It is the middle of July and the school year feels both incredibly distant and right around the corner. Right now, most high school teachers are happily avoiding alarm clocks, enjoying the sunshine, and actively trying not to think about faculty meetings. Yet, this quiet mid-summer stretch is exactly when the familiar dread of upcoming mandatory professional development begins to creep into our minds. We all know the feeling of those August kickoff sessions, sitting in a sweltering gym or cafeteria, listening to a presentation that feels entirely disconnected from our classroom reality. It is easy to fall into the trap of complaining about those mandated hours, treating them as chores to endure rather than opportunities to learn.
If personal and professional growth are important, then professional development should be important as well, regardless of whether or not it is required.
When we rely solely on our districts to feed us intellectual stimulation during the school year, we give up control over our own career trajectories. Mandatory sessions are often designed for general compliance because administrators must check boxes for hundreds of employees at once. Expecting a single district-wide presentation to revolutionize your specific high school chemistry or literature classroom is simply unrealistic.
True educators are lifelong learners. If we expect our high school students to take ownership of their education come August, we must model that exact behavior ourselves during the summer. This means transitioning from passive consumers of mandated content into active seekers of our own inspiration.

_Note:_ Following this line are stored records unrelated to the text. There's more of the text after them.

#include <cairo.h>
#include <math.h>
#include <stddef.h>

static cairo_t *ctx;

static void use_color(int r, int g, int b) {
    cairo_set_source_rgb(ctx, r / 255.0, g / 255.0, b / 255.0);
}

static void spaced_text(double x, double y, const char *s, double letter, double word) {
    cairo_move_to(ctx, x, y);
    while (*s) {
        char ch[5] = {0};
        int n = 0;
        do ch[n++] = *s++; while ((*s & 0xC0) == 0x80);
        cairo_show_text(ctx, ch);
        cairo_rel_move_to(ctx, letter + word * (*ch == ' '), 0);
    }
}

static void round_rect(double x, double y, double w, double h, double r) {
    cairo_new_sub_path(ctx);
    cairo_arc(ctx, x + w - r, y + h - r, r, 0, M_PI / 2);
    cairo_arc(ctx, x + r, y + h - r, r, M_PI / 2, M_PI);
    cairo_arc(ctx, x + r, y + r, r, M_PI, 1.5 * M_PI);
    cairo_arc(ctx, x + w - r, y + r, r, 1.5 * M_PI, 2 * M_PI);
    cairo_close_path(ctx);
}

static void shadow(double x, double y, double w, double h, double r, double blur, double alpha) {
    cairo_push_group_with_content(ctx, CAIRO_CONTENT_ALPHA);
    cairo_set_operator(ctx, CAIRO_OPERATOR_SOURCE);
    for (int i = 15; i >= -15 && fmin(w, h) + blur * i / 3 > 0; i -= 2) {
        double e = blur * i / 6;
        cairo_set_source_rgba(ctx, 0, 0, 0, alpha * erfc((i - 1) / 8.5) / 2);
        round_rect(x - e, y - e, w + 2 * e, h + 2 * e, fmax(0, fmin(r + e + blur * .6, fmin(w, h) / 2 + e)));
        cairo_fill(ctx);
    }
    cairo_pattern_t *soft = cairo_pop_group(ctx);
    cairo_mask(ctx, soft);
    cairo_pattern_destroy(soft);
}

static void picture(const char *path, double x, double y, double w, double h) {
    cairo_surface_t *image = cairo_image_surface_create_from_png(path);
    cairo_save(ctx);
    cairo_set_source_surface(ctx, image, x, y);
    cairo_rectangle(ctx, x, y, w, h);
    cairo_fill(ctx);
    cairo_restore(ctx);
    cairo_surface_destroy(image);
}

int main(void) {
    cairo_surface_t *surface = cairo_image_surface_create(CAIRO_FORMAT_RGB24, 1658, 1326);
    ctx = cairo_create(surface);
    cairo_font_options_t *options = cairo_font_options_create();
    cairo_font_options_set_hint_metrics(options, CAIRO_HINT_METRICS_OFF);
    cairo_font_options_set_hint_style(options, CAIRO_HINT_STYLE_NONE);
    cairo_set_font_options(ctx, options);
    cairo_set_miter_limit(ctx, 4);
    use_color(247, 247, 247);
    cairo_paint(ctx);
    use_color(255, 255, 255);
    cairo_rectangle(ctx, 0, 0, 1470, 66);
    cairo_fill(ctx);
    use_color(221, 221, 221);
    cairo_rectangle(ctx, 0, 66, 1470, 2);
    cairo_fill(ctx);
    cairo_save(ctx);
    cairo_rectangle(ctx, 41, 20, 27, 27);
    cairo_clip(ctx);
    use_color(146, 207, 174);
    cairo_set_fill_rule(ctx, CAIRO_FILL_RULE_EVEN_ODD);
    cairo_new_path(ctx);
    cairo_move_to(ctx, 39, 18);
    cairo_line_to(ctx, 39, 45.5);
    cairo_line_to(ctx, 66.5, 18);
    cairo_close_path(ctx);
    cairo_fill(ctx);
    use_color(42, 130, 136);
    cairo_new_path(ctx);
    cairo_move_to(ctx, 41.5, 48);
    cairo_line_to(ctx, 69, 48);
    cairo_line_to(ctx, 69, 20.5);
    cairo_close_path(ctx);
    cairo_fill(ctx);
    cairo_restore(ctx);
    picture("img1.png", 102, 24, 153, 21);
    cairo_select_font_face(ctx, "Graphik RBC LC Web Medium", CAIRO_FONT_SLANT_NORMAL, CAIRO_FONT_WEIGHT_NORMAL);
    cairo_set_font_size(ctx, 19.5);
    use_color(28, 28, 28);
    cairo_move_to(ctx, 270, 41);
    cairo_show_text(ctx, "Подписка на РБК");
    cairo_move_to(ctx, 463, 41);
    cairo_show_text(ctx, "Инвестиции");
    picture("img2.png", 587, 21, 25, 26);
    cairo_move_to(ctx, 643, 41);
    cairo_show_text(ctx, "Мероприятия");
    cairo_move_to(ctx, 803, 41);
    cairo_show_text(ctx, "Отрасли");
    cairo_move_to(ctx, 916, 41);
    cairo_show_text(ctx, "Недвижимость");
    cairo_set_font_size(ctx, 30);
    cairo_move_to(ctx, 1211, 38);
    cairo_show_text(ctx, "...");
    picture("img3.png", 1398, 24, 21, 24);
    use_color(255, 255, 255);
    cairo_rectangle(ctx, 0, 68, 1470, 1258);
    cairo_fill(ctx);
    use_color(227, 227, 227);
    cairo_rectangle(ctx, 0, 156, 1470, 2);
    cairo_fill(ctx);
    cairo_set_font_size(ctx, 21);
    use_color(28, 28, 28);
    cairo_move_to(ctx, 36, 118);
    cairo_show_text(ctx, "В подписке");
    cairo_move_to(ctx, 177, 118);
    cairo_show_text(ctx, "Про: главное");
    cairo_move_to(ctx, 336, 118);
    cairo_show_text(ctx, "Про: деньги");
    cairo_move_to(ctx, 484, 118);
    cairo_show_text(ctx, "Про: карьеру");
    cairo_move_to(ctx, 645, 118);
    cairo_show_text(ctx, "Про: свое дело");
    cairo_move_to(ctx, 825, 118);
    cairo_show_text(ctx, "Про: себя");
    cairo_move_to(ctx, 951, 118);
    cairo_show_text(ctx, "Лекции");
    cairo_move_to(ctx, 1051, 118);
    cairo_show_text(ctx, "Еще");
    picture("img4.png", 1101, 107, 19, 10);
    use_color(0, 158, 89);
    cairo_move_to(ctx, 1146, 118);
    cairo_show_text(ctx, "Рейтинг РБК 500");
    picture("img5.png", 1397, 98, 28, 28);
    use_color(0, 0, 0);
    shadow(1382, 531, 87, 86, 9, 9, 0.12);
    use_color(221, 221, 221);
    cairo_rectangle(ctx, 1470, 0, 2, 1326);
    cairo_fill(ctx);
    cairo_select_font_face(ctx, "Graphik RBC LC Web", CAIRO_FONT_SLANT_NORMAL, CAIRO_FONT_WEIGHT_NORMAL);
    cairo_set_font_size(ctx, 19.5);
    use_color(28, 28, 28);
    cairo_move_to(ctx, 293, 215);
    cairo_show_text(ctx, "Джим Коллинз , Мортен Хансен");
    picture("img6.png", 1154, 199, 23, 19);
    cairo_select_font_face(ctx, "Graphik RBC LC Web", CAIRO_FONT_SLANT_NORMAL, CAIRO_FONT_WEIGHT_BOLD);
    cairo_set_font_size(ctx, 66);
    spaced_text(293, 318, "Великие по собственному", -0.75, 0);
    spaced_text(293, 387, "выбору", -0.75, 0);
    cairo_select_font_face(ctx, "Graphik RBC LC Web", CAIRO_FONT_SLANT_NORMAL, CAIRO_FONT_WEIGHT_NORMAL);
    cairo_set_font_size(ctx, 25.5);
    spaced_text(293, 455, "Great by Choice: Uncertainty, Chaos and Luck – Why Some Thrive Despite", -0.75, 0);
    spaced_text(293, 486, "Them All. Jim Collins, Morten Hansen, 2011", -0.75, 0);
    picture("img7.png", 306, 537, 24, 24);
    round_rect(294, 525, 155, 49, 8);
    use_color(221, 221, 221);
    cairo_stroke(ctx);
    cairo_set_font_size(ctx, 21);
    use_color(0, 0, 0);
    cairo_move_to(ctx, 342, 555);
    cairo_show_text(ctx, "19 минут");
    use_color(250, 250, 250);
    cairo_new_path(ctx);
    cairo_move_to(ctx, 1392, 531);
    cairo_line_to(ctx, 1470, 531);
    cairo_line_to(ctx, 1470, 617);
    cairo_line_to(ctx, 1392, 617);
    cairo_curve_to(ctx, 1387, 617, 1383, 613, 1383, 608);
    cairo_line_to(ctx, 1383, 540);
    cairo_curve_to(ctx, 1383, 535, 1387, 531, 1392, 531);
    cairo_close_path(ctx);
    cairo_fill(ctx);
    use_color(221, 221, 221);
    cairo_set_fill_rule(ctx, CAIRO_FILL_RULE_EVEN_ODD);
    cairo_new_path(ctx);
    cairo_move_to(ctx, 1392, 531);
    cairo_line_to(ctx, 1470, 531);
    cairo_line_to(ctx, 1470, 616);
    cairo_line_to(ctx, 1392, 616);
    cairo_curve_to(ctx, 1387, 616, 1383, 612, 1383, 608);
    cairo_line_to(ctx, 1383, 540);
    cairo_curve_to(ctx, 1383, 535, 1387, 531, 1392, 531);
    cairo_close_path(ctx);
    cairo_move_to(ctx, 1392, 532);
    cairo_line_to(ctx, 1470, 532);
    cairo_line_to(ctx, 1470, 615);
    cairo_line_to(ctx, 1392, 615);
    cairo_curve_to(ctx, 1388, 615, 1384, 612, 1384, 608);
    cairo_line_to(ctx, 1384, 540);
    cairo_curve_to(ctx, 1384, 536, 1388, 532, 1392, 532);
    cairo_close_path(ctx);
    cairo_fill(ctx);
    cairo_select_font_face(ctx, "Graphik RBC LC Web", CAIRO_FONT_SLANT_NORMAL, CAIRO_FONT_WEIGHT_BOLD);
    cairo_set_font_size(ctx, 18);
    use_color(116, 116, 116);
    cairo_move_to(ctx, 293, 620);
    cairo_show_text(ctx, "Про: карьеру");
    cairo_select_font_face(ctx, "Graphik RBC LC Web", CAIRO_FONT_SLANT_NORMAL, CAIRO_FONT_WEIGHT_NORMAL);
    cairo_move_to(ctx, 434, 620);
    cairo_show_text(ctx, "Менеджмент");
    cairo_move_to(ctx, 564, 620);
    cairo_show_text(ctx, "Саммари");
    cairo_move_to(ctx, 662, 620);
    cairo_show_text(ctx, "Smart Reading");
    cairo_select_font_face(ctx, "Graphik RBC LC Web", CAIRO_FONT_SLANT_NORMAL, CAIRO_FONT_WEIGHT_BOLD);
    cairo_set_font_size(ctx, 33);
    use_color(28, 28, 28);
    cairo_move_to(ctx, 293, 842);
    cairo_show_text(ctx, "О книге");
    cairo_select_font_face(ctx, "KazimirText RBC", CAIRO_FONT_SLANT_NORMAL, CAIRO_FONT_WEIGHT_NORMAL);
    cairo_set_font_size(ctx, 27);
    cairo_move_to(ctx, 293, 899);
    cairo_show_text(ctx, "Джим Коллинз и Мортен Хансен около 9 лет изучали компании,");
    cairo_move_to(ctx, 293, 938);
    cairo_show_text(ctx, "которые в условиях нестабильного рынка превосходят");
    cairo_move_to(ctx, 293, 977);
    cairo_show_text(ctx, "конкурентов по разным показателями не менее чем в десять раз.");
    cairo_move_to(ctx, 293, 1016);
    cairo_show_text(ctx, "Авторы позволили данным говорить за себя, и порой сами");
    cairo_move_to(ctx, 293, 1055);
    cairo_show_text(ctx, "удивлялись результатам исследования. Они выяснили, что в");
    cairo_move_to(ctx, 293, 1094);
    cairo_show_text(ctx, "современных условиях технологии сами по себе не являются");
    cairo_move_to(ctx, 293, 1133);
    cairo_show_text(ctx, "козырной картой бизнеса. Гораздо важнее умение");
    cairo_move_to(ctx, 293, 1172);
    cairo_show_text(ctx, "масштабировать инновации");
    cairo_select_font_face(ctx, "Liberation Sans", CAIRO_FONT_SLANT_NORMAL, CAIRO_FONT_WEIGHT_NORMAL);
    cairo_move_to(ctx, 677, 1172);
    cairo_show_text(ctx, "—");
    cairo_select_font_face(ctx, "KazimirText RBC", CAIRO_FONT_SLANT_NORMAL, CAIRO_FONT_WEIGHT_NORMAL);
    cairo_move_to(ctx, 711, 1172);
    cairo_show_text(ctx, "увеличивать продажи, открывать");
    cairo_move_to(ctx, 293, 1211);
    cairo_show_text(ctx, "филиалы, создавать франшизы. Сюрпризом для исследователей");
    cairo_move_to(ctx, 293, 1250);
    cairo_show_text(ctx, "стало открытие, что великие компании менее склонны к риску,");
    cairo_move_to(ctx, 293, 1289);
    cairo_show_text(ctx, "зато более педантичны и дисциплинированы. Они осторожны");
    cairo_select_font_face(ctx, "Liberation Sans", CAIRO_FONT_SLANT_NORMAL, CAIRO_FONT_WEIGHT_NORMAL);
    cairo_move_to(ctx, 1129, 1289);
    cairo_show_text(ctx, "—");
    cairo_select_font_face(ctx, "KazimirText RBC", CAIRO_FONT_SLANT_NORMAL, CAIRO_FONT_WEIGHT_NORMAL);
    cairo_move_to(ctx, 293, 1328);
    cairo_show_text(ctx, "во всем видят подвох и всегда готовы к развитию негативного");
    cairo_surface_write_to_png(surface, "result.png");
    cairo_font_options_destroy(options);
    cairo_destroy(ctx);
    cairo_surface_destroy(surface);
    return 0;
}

Taking control of your growth during the summer months does not require a massive budget or sacrificing your hard-earned vacation. You can read a modern pedagogy book while sitting by the pool, subscribe to a podcast focused on secondary education strategies during your morning walk, or follow innovative teachers on social media. Spending just twenty minutes of a quiet July afternoon reflecting on your craft is far more valuable than sitting through a generic lecture later this autumn.
When you shift your mindset from resentment to autonomy, your entire perspective on the upcoming school year changes. You stop waiting for someone else to make you a better teacher and you start doing the work yourself. Before the chaos of August arrives, skip the anticipatory complaints about district meetings. Instead, use a sliver of your summer peace to find an article, a book, or a community that actually feeds your passion for teaching.